Time ripe for inflation investments and hedges, says Sinopia chief
The launch of a variety of fiscal stimulus packages by Asian and western governments combined with quantitative easing by some central banks has renewed concerns about the risk of significant increases in future inflation rates around the world.
Malaysia this week unveiled a larger-than-expected extra spending of 60 billion ringgit ($16.3 billion) to stimulate its moribund economy. Other Asian governments such as Australia, China, Japan, Hong Kong and Singapore have also launched stimulus packages in their bid to prevent their short-term economic output from nose-diving. China alone is injecting 4 trillion renminbi ($580 billion) into its economy.
The accompanying swelling of budget deficits and new debt issuance by the monetary authorities of many of the world's leading economies has increased the risk of future inflation. Indeed, some parties believe nominal interest rates may bottom out in some jurisdictions and may even start moving upwards again within six months.
This means now might be a good time to put on longer-term inflation hedges or invest in inflation-linked government bonds as a part of a defensive asset portfolio. "As the real interest rate is less volatile than the nominal interest rate, the volatility risk of investing in inflation-linked government bonds as opposed to nominal government bonds is lower," says Hong Kong-based Alfred Yip, chief executive of Sinopia Asset Management (Asia-Pacific) - the quantitative investment specialist arm under HSBC Global Asset Management. Yip was referring specifically to the Canadian, French, UK and US markets. "Thus, inflation-linked bonds would be a more defensive asset than nominal government bonds, especially if we expect nominal rates to start picking up in the next six to nine months."
Yip, who helps manage Sinopia's $40.3 billion in assets as of June last year, adds: "To further diversify risks and take opportunities offered by markets globally, our view is that having a diversified approach towards global inflation-linked bonds is better than having a single exposure to a single inflation- linked bond market."

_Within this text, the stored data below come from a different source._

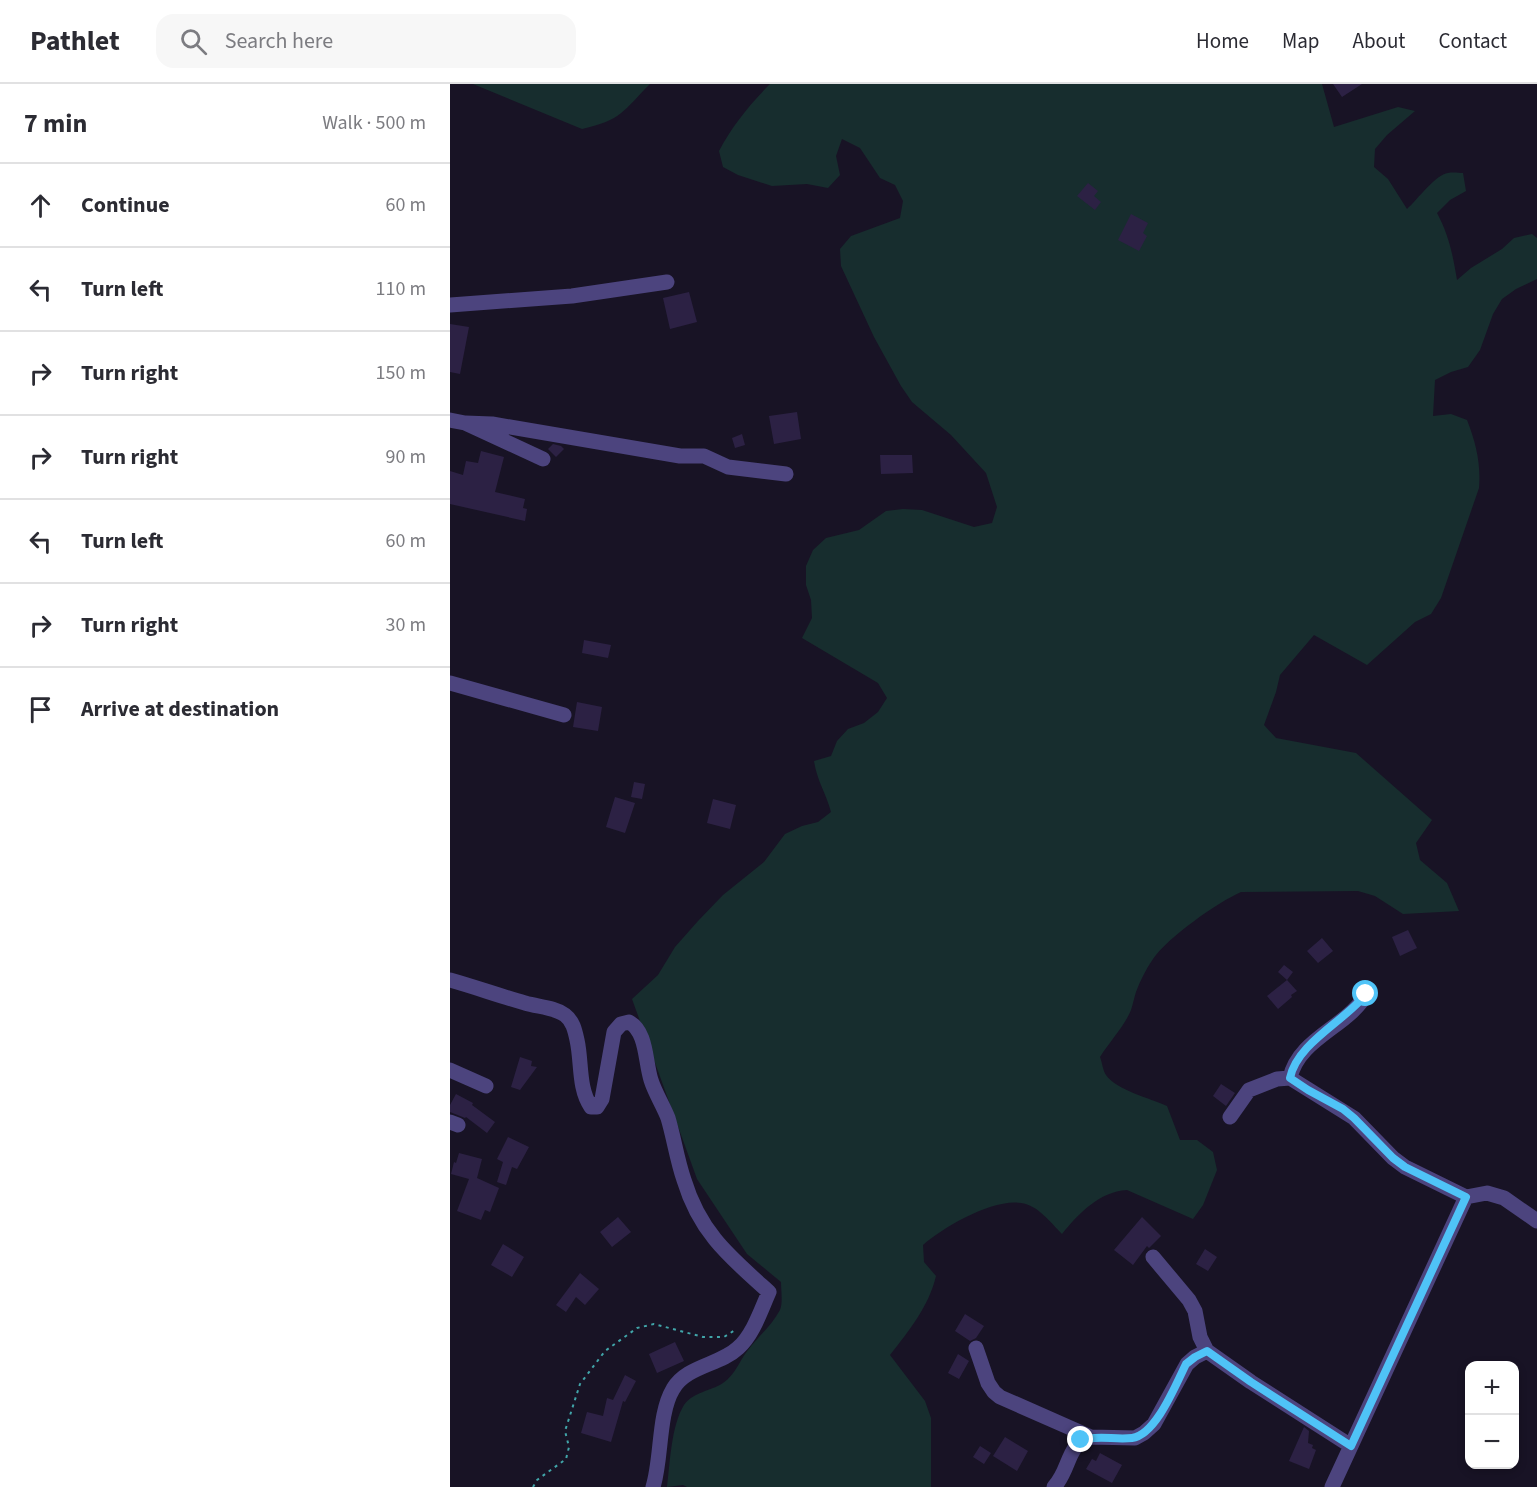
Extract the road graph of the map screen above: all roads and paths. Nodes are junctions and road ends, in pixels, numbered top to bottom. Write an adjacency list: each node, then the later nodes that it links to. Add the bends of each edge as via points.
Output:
1 (667, 282): 2 (street, via 572,296)
2 (450, 305)
3 (457, 422): 4 (street); 5 (street, via 492,424 680,456 704,456 728,468)
4 (543, 459)
5 (786, 474)
6 (450, 683): 7 (street)
7 (564, 715)
8 (450, 980): 23 (street, via 566,1016 578,1041 584,1091 591,1107 597,1107 602,1099 614,1032 621,1024 629,1022 636,1026 651,1080 668,1118 684,1183 697,1212 714,1241 769,1292 740,1347 681,1379 674,1387)
9 (1368, 991): 11 (street, via 1352,1011 1305,1051)
10 (450, 1070): 12 (street)
11 (1290, 1078): 13 (street, via 1249,1090); 14 (street, via 1343,1109 1405,1167)
12 (486, 1086)
13 (1230, 1117)
14 (1466, 1197): 15 (street, via 1495,1195); 21 (street)
15 (1537, 1221)
16 (1153, 1257): 19 (street, via 1189,1300)
17 (737, 1329): 22 (path, via 724,1337 703,1337 654,1324 637,1328 605,1351 580,1384 566,1431 566,1460)
18 (976, 1348): 20 (street, via 993,1392)
19 (1207, 1351): 20 (street, via 1186,1364 1154,1424 1144,1433 1135,1438); 21 (street)
20 (1090, 1437): 24 (street, via 1074,1446 1063,1478)
21 (1351, 1446): 25 (street)
22 (533, 1487)
23 (653, 1487)
24 (1054, 1487)
25 (1332, 1487)

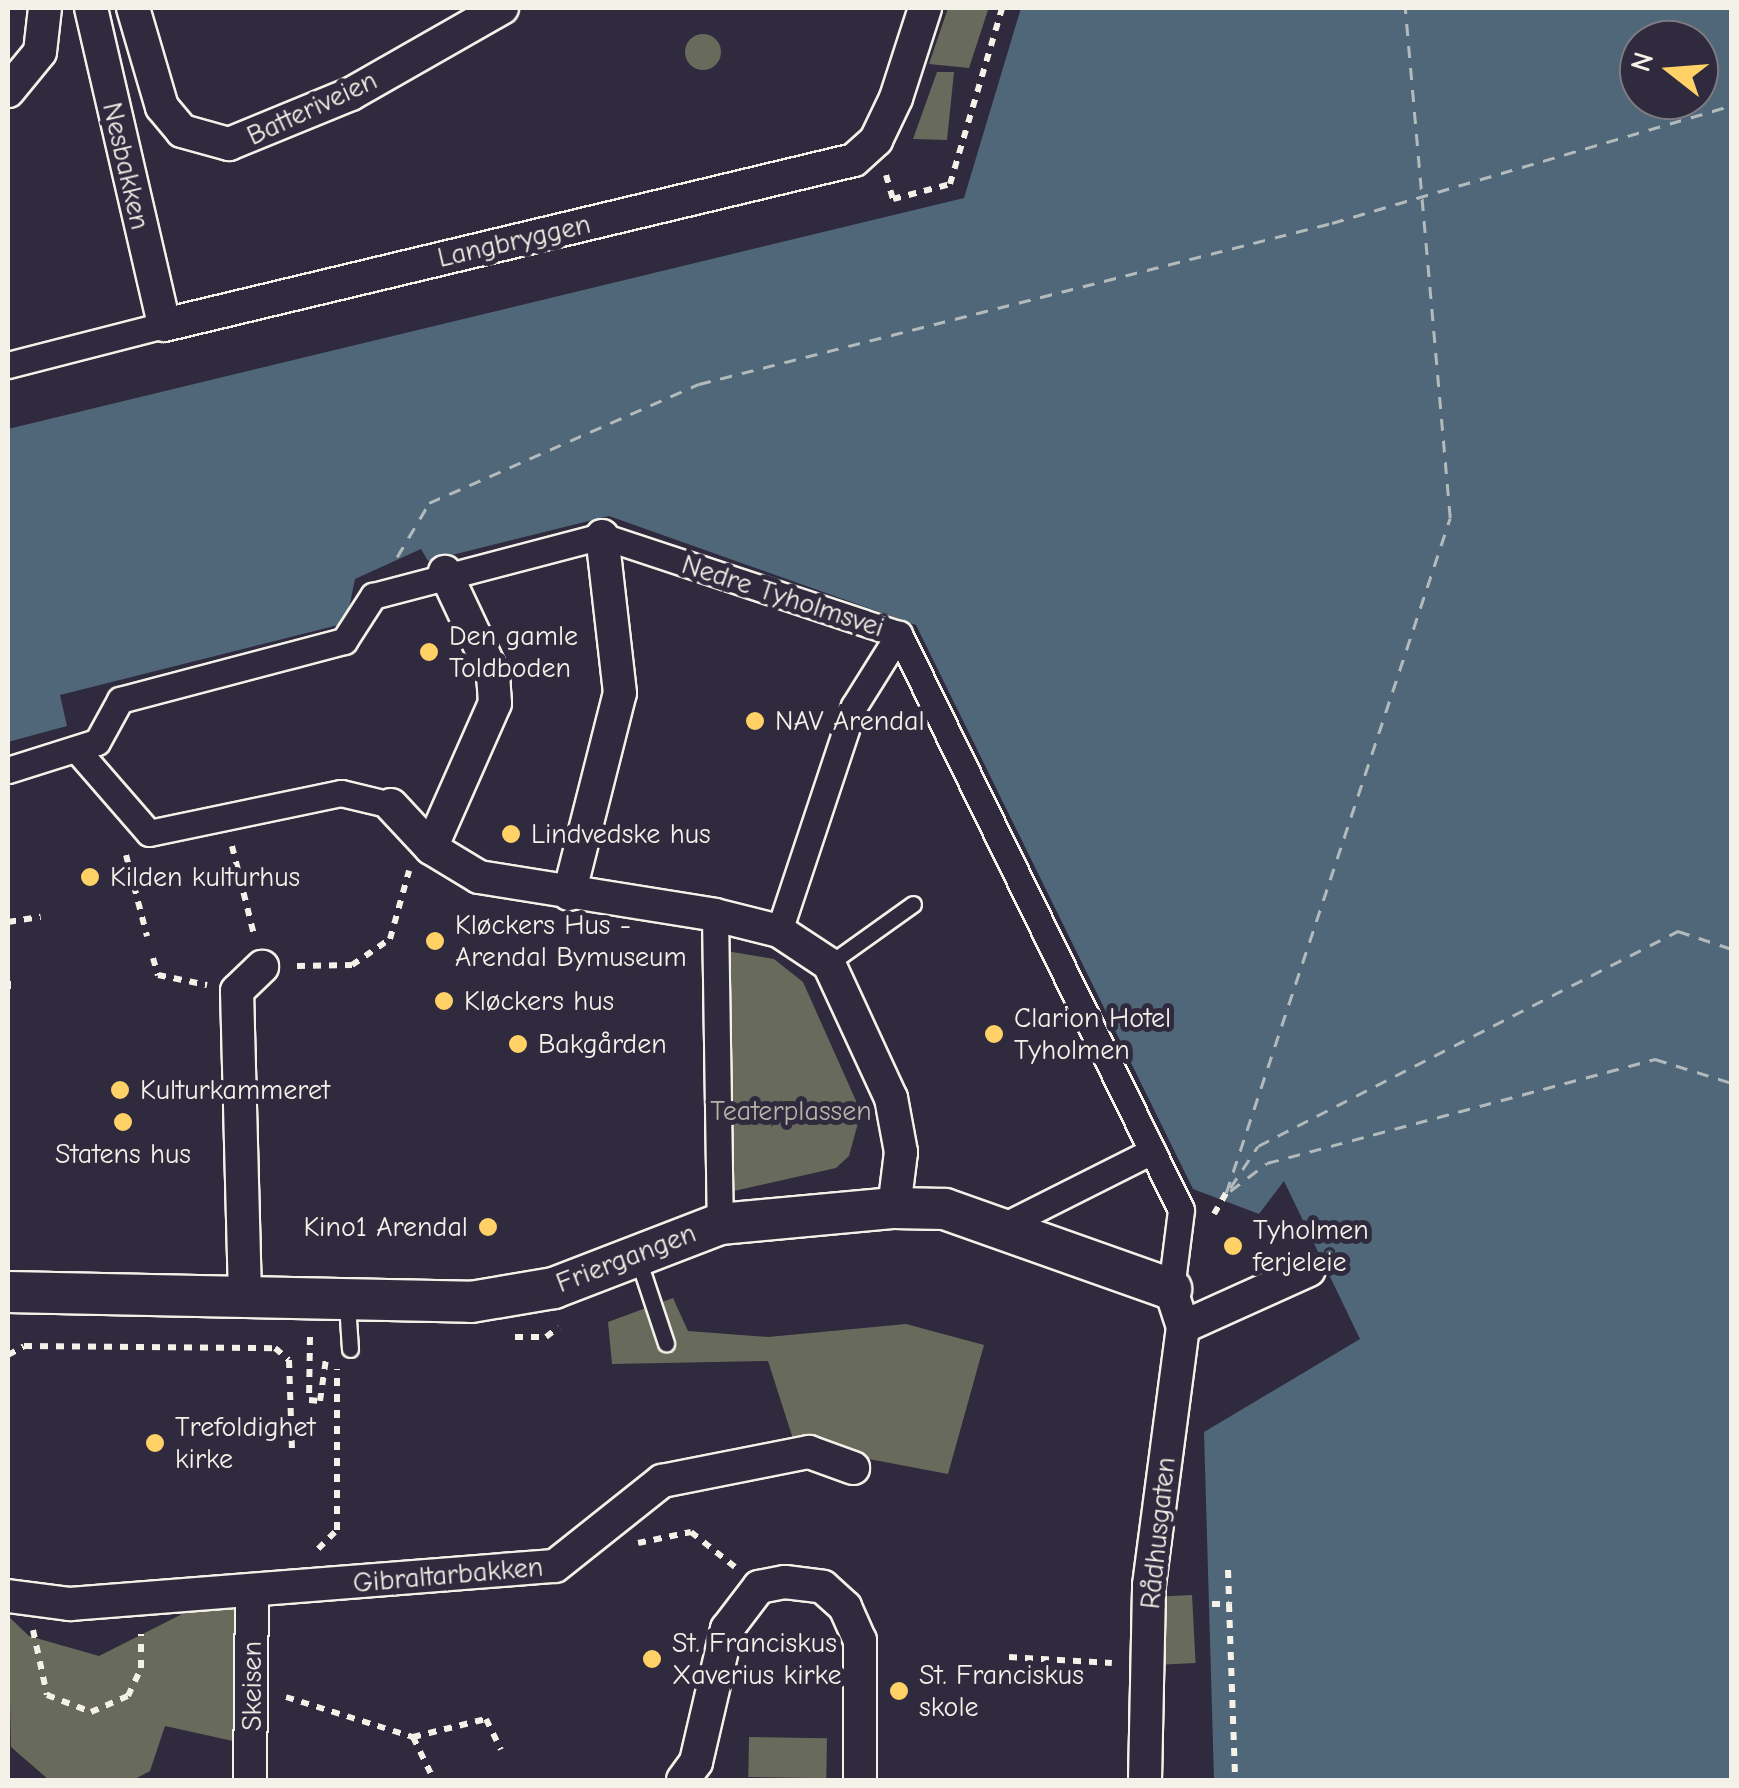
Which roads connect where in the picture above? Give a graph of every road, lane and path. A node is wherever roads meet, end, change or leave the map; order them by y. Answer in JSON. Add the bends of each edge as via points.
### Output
{"nodes":[{"id":1,"x":45,"y":8,"type":"edge"},
{"id":2,"x":91,"y":8,"type":"edge"},
{"id":3,"x":133,"y":8,"type":"edge"},
{"id":4,"x":502,"y":8,"type":"edge"},
{"id":5,"x":925,"y":8,"type":"edge"},
{"id":6,"x":1002,"y":8,"type":"edge"},
{"id":7,"x":8,"y":92,"type":"edge"},
{"id":8,"x":876,"y":140,"type":"junction"},
{"id":9,"x":164,"y":325,"type":"junction"},
{"id":10,"x":8,"y":365,"type":"edge"},
{"id":11,"x":602,"y":536,"type":"junction"},
{"id":12,"x":445,"y":572,"type":"junction"},
{"id":13,"x":899,"y":634,"type":"junction"},
{"id":14,"x":76,"y":749,"type":"junction"},
{"id":15,"x":8,"y":770,"type":"edge"},
{"id":16,"x":392,"y":804,"type":"joint"},
{"id":17,"x":225,"y":820,"type":"junction"},
{"id":18,"x":149,"y":833,"type":"junction"},
{"id":19,"x":431,"y":848,"type":"junction"},
{"id":20,"x":569,"y":894,"type":"junction"},
{"id":21,"x":913,"y":904,"type":"dead end"},
{"id":22,"x":715,"y":915,"type":"junction"},
{"id":23,"x":41,"y":917,"type":"dead end"},
{"id":24,"x":8,"y":922,"type":"edge"},
{"id":25,"x":779,"y":932,"type":"junction"},
{"id":26,"x":147,"y":936,"type":"dead end"},
{"id":27,"x":154,"y":958,"type":"dead end"},
{"id":28,"x":829,"y":964,"type":"junction"},
{"id":29,"x":262,"y":967,"type":"junction"},
{"id":30,"x":8,"y":981,"type":"edge"},
{"id":31,"x":237,"y":992,"type":"junction"},
{"id":32,"x":8,"y":996,"type":"edge"},
{"id":33,"x":1152,"y":1150,"type":"junction"},
{"id":34,"x":894,"y":1208,"type":"junction"},
{"id":35,"x":720,"y":1224,"type":"junction"},
{"id":36,"x":1003,"y":1226,"type":"junction"},
{"id":37,"x":635,"y":1250,"type":"junction"},
{"id":38,"x":1309,"y":1270,"type":"dead end"},
{"id":39,"x":1171,"y":1288,"type":"junction"},
{"id":40,"x":8,"y":1292,"type":"edge"},
{"id":41,"x":245,"y":1296,"type":"junction"},
{"id":42,"x":347,"y":1302,"type":"junction"},
{"id":43,"x":1183,"y":1327,"type":"junction"},
{"id":44,"x":310,"y":1336,"type":"dead end"},
{"id":45,"x":666,"y":1343,"type":"dead end"},
{"id":46,"x":350,"y":1349,"type":"dead end"},
{"id":47,"x":8,"y":1354,"type":"edge"},
{"id":48,"x":292,"y":1451,"type":"dead end"},
{"id":49,"x":853,"y":1468,"type":"dead end"},
{"id":50,"x":602,"y":1534,"type":"junction"},
{"id":51,"x":312,"y":1555,"type":"dead end"},
{"id":52,"x":1228,"y":1570,"type":"dead end"},
{"id":53,"x":760,"y":1586,"type":"junction"},
{"id":54,"x":252,"y":1592,"type":"junction"},
{"id":55,"x":22,"y":1598,"type":"edge"},
{"id":56,"x":140,"y":1599,"type":"junction"},
{"id":57,"x":1212,"y":1604,"type":"dead end"},
{"id":58,"x":1229,"y":1604,"type":"junction"},
{"id":59,"x":1008,"y":1657,"type":"dead end"},
{"id":60,"x":1146,"y":1665,"type":"junction"},
{"id":61,"x":251,"y":1683,"type":"junction"},
{"id":62,"x":413,"y":1736,"type":"junction"},
{"id":63,"x":501,"y":1750,"type":"dead end"},
{"id":64,"x":1235,"y":1778,"type":"dead end"},
{"id":65,"x":250,"y":1780,"type":"edge"},
{"id":66,"x":434,"y":1780,"type":"edge"},
{"id":67,"x":683,"y":1780,"type":"edge"},
{"id":68,"x":860,"y":1780,"type":"edge"},
{"id":69,"x":1145,"y":1780,"type":"edge"}],
"edges":[{"from":1,"to":7,"type":"street","via":[[40,52]]},
{"from":2,"to":9,"type":"street","name":"Nesbakken"},
{"from":3,"to":4,"type":"street","name":"Batteriveien","via":[[162,108],[182,131],[229,144],[351,94]]},
{"from":5,"to":8,"type":"street"},
{"from":6,"to":8,"type":"path","via":[[950,184],[893,199]]},
{"from":8,"to":9,"type":"street","name":"Langbryggen","via":[[854,160]]},
{"from":9,"to":10,"type":"street","name":"Langbryggen"},
{"from":11,"to":12,"type":"street"},
{"from":11,"to":13,"type":"street","name":"Nedre Tyholmsvei"},
{"from":11,"to":20,"type":"street","via":[[620,693]]},
{"from":12,"to":14,"type":"street","via":[[373,596],[344,641],[120,700],[97,742]]},
{"from":12,"to":19,"type":"street","via":[[493,674],[495,703]]},
{"from":13,"to":25,"type":"street","via":[[854,706]]},
{"from":13,"to":33,"type":"street","name":"Nedre Tyholmsvei"},
{"from":14,"to":15,"type":"street"},
{"from":14,"to":18,"type":"street"},
{"from":16,"to":17,"type":"street","via":[[341,793]]},
{"from":16,"to":19,"type":"street"},
{"from":17,"to":18,"type":"street"},
{"from":17,"to":29,"type":"path"},
{"from":18,"to":26,"type":"path","via":[[125,850]]},
{"from":19,"to":20,"type":"street","via":[[478,877]]},
{"from":19,"to":29,"type":"path","via":[[409,871],[390,939],[352,966]]},
{"from":20,"to":22,"type":"street"},
{"from":21,"to":28,"type":"lane"},
{"from":22,"to":25,"type":"street"},
{"from":22,"to":35,"type":"street"},
{"from":23,"to":24,"type":"path"},
{"from":25,"to":28,"type":"street"},
{"from":27,"to":31,"type":"path","via":[[158,975]]},
{"from":28,"to":34,"type":"street","via":[[891,1098],[900,1152]]},
{"from":29,"to":31,"type":"street"},
{"from":30,"to":32,"type":"path"},
{"from":31,"to":41,"type":"street"},
{"from":33,"to":36,"type":"street"},
{"from":33,"to":39,"type":"street","name":"Nedre Tyholmsvei","via":[[1180,1210]]},
{"from":34,"to":35,"type":"street","name":"Friergangen"},
{"from":34,"to":36,"type":"street","name":"Friergangen"},
{"from":35,"to":37,"type":"street","name":"Friergangen"},
{"from":36,"to":39,"type":"street","name":"Friergangen"},
{"from":37,"to":42,"type":"street","name":"Friergangen","via":[[554,1288],[471,1302]]},
{"from":37,"to":45,"type":"lane"},
{"from":38,"to":43,"type":"street"},
{"from":39,"to":43,"type":"street","name":"Rådhusgaten"},
{"from":40,"to":41,"type":"street","name":"Friergangen"},
{"from":41,"to":42,"type":"street","name":"Friergangen"},
{"from":42,"to":46,"type":"lane"},
{"from":43,"to":60,"type":"street","name":"Rådhusgaten"},
{"from":44,"to":51,"type":"path","via":[[309,1400],[320,1400],[320,1360],[337,1358],[337,1530]]},
{"from":47,"to":48,"type":"path","via":[[24,1346],[276,1348],[289,1360]]},
{"from":49,"to":50,"type":"street","name":"Gibraltarbakken","via":[[809,1452],[662,1482]]},
{"from":50,"to":53,"type":"path","via":[[648,1546],[692,1532]]},
{"from":50,"to":54,"type":"street","name":"Gibraltarbakken","via":[[555,1566]]},
{"from":52,"to":58,"type":"path"},
{"from":53,"to":67,"type":"street","via":[[727,1628],[696,1762]]},
{"from":53,"to":68,"type":"street","via":[[823,1587],[846,1607],[860,1640]]},
{"from":54,"to":56,"type":"street","name":"Gibraltarbakken"},
{"from":54,"to":61,"type":"street","name":"Skeisen"},
{"from":55,"to":56,"type":"street","name":"Gibraltarbakken"},
{"from":55,"to":56,"type":"path","via":[[36,1676],[46,1695],[91,1712],[128,1696],[141,1668]]},
{"from":57,"to":58,"type":"path"},
{"from":58,"to":64,"type":"path"},
{"from":59,"to":60,"type":"path"},
{"from":60,"to":69,"type":"street","name":"Rådhusgaten"},
{"from":61,"to":62,"type":"path","via":[[372,1731]]},
{"from":61,"to":65,"type":"street","name":"Skeisen"},
{"from":62,"to":63,"type":"path","via":[[486,1719]]},
{"from":62,"to":66,"type":"path"}]}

Yip says during the last quarter of 2008 breakeven inflation rates - the difference between the nominal yield of a nominal bond and the real yield of an equivalent inflation-linked bond - have collapsed for many markets. This was caused mainly by a flight to liquidity, which benefited only the most liquid instruments such as nominal government bonds and bills, and affected even inflation-linked bonds issued by the same sovereign issuers.
Yip contrasts the current breakeven inflation levels using the 10-year Japan inflation breakeven rate as an example. It currently stands at -2.26%. The most pessimistic expected inflation estimate made by a major investment bank, by contrast, is -1.4% by Barclays Capital. "It means that at the current breakeven inflation level, from a price perspective, Japanese inflation-linked bonds are very undervalued as the -2.26% rate suggests an aggressively deflationary scenario, ie, prices down 2.26% every year on average for the next 10 years," he says.
"But if you look at Japanese history, even in the recessionary 13-year period in the1990s, there was only one year out of the 13 that actually ended up with significant negative inflation, which was around negative 1%, and at other times the inflation rate was hovering around zero," he says. This could make Japanese inflation-linked bonds appear cheap at present.
In the immediate term, however, deflationary pressures are persisting. For example, China's benchmark consumer price index fell by 1.6% in February from a year earlier, the first drop in more than six years, according to data released this month by the National Bureau of Statistics.